*Task details:*
Pull each line containing "Kościuszki" out of the listing below.
(Data for processing)
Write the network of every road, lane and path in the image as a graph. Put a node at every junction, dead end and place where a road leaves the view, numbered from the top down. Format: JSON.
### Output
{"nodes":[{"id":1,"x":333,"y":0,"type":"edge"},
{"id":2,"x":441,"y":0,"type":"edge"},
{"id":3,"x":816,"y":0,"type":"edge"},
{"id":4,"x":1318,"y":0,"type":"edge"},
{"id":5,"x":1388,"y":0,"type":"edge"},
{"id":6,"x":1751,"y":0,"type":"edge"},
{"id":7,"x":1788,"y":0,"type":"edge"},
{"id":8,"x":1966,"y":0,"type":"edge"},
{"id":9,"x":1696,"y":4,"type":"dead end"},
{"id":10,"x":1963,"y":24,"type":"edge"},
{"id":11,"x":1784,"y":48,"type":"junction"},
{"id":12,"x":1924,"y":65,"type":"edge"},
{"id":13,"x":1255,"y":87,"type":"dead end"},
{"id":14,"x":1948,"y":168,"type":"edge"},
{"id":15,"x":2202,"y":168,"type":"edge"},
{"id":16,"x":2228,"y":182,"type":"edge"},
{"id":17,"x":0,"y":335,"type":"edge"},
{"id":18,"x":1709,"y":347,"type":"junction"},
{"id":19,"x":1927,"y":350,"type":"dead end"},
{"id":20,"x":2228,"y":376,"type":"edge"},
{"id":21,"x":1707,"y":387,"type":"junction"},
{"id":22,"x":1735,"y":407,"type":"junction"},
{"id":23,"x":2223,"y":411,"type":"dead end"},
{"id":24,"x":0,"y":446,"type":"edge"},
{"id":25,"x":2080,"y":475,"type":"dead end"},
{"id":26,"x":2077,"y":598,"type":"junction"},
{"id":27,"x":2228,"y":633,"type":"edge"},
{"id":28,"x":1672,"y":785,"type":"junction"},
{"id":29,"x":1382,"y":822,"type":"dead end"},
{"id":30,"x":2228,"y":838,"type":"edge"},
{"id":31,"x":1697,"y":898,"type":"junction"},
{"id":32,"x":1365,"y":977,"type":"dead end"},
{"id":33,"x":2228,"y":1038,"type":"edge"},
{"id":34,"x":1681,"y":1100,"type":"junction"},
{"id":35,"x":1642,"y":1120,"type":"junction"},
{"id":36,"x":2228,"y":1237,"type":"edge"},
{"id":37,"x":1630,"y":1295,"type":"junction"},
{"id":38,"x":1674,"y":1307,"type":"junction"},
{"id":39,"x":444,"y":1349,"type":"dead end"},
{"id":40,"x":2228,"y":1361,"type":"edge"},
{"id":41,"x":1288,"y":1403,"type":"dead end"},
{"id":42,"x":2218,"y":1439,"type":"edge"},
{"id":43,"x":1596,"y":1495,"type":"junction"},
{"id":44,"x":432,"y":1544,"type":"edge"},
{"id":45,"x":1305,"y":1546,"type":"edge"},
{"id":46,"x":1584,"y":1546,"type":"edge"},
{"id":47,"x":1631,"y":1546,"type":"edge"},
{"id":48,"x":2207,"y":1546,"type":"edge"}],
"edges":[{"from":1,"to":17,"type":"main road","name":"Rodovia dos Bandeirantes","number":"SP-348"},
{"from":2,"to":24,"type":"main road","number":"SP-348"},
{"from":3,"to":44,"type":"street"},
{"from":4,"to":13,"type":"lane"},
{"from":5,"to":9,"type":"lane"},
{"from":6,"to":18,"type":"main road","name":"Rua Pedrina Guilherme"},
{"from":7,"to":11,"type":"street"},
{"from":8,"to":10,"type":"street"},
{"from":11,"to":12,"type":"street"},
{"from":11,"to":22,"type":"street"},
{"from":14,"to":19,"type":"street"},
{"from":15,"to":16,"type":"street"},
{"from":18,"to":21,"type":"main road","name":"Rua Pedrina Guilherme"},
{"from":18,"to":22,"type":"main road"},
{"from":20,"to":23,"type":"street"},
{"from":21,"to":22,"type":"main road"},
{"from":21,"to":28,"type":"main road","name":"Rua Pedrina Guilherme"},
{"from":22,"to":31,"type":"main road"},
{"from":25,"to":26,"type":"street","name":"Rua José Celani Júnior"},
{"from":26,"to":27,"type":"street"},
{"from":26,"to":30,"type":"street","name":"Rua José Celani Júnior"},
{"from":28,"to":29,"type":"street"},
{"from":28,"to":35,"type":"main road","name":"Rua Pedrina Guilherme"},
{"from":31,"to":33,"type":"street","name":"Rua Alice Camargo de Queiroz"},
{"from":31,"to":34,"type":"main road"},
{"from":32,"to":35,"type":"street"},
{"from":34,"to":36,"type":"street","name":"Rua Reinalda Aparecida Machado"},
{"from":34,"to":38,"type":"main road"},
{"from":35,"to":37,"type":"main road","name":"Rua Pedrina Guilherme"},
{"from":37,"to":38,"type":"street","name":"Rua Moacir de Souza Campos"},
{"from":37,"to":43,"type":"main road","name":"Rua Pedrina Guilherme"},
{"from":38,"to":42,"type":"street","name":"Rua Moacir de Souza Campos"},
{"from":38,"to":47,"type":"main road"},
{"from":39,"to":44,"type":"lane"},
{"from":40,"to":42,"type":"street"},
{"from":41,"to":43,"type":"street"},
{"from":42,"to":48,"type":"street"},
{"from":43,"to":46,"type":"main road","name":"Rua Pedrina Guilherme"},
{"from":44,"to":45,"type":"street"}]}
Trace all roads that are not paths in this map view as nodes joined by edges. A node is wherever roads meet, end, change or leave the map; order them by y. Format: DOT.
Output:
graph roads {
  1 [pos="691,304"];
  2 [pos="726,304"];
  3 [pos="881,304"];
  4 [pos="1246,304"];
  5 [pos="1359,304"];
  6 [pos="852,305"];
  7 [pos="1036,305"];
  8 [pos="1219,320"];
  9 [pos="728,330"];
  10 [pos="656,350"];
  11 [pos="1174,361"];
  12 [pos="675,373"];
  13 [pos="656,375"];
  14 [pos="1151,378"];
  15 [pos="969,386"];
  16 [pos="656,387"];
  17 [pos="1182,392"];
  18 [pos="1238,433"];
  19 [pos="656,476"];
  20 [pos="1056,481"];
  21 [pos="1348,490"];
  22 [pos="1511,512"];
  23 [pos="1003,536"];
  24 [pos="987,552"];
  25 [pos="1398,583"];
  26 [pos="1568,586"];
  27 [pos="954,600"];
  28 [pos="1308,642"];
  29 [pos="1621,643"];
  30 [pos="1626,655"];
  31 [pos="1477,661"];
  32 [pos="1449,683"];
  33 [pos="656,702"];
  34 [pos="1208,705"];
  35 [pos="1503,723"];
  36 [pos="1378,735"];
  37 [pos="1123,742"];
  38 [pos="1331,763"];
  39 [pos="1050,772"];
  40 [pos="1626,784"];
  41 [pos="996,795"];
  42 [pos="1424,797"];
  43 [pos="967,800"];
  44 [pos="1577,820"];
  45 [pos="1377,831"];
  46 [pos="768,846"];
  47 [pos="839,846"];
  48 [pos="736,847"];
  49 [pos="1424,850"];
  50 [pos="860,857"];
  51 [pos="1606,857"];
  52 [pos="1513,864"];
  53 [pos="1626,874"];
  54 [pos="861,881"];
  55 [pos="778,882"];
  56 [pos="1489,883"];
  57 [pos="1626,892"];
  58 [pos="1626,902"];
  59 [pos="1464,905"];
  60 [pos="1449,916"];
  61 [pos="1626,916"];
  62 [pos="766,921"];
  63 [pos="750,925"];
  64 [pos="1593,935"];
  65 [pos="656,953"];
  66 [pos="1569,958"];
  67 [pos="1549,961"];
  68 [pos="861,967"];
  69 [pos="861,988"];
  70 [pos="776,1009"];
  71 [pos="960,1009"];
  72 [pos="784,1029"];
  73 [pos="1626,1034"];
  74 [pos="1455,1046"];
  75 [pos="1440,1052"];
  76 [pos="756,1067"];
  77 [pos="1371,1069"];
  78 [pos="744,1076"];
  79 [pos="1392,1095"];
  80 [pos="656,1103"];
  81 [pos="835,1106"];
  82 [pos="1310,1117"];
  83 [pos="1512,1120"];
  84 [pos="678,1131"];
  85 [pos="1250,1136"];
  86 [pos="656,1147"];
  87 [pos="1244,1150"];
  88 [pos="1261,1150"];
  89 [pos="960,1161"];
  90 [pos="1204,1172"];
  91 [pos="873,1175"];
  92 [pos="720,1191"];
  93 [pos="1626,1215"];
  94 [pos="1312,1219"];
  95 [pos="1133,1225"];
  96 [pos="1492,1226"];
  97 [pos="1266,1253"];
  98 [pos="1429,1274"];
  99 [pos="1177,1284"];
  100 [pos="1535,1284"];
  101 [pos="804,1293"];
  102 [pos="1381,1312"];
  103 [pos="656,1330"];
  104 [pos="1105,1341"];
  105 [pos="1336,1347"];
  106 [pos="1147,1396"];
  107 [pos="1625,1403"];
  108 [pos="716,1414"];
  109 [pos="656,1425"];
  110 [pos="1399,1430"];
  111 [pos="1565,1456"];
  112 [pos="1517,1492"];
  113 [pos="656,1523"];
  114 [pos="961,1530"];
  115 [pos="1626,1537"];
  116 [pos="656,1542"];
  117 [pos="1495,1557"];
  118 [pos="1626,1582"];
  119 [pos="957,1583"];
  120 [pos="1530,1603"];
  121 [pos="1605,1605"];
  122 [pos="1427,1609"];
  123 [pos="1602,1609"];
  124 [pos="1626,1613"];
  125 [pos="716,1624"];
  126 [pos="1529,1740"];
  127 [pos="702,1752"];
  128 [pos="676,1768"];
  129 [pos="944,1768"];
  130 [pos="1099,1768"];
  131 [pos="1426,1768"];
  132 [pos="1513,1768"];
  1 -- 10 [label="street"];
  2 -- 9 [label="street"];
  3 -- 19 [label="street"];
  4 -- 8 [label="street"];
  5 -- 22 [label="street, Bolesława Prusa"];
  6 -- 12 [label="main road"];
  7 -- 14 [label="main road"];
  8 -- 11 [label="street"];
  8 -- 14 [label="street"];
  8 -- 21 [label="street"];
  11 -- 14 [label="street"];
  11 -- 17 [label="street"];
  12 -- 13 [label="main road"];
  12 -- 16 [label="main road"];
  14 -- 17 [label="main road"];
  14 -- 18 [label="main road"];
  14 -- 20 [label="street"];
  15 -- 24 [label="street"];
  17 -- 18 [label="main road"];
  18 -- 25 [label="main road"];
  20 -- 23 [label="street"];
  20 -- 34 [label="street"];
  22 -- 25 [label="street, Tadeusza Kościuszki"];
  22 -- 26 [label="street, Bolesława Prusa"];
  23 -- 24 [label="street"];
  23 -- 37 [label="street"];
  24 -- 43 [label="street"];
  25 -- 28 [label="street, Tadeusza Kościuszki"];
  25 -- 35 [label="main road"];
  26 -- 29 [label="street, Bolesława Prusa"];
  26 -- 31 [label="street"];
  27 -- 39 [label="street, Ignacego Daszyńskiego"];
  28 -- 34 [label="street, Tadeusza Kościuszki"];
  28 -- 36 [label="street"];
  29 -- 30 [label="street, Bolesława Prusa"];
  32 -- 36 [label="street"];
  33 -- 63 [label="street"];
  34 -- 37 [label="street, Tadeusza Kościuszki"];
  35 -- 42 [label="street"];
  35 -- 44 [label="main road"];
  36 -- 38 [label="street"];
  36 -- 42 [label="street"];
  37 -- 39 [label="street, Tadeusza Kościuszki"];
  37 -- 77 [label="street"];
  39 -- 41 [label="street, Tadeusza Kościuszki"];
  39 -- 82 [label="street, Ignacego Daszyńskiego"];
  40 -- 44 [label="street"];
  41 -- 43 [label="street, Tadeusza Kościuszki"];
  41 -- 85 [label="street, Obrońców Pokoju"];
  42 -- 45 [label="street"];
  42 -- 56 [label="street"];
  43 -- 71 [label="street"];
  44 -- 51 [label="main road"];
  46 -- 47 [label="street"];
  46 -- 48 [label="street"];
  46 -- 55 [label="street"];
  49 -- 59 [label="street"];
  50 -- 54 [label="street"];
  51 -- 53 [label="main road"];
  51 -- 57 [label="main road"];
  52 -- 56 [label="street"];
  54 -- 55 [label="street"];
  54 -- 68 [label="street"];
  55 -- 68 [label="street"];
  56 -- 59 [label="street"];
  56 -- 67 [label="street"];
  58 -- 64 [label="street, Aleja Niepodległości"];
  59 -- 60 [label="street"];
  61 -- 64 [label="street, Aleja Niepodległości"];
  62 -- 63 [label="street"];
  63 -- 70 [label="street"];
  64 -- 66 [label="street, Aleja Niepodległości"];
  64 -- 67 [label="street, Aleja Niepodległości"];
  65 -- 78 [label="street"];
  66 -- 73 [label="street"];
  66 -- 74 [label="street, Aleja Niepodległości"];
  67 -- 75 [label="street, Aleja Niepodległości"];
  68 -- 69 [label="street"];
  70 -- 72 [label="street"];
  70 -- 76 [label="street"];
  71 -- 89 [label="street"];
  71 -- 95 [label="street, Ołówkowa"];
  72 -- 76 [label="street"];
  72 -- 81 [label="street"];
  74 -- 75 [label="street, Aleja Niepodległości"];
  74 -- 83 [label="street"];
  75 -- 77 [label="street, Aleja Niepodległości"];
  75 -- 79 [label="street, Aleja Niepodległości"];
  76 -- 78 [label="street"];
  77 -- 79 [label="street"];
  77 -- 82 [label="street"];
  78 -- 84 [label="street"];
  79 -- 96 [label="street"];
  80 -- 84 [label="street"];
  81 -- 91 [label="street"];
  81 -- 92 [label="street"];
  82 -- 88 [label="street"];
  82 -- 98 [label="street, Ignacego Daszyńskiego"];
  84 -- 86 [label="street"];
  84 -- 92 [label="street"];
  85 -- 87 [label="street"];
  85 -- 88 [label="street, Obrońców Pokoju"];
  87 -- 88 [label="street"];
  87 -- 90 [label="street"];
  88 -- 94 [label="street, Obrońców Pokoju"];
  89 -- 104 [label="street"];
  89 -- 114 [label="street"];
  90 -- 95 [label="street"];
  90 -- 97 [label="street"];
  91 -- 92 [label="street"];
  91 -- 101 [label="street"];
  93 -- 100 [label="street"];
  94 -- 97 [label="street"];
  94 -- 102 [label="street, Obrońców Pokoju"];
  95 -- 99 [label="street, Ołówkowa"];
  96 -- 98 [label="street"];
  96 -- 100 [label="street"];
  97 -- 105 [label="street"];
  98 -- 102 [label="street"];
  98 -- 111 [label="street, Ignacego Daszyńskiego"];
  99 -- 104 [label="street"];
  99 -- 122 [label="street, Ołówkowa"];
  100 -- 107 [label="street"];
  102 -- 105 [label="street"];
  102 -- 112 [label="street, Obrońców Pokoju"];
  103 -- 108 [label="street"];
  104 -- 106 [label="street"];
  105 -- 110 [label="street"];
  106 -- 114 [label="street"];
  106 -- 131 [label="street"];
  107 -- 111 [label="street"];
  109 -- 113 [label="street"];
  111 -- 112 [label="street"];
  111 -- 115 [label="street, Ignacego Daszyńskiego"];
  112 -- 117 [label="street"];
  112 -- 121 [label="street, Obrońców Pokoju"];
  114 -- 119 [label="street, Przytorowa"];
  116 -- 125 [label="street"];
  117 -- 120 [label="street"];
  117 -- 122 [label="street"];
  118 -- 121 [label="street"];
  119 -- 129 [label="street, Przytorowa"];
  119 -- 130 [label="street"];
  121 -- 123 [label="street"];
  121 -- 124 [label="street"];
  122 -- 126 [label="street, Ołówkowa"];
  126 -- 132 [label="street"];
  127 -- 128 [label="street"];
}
(End Data for processing)
*Result of the task:*
  22 -- 25 [label="street, Tadeusza Kościuszki"];
  25 -- 28 [label="street, Tadeusza Kościuszki"];
  28 -- 34 [label="street, Tadeusza Kościuszki"];
  34 -- 37 [label="street, Tadeusza Kościuszki"];
  37 -- 39 [label="street, Tadeusza Kościuszki"];
  39 -- 41 [label="street, Tadeusza Kościuszki"];
  41 -- 43 [label="street, Tadeusza Kościuszki"];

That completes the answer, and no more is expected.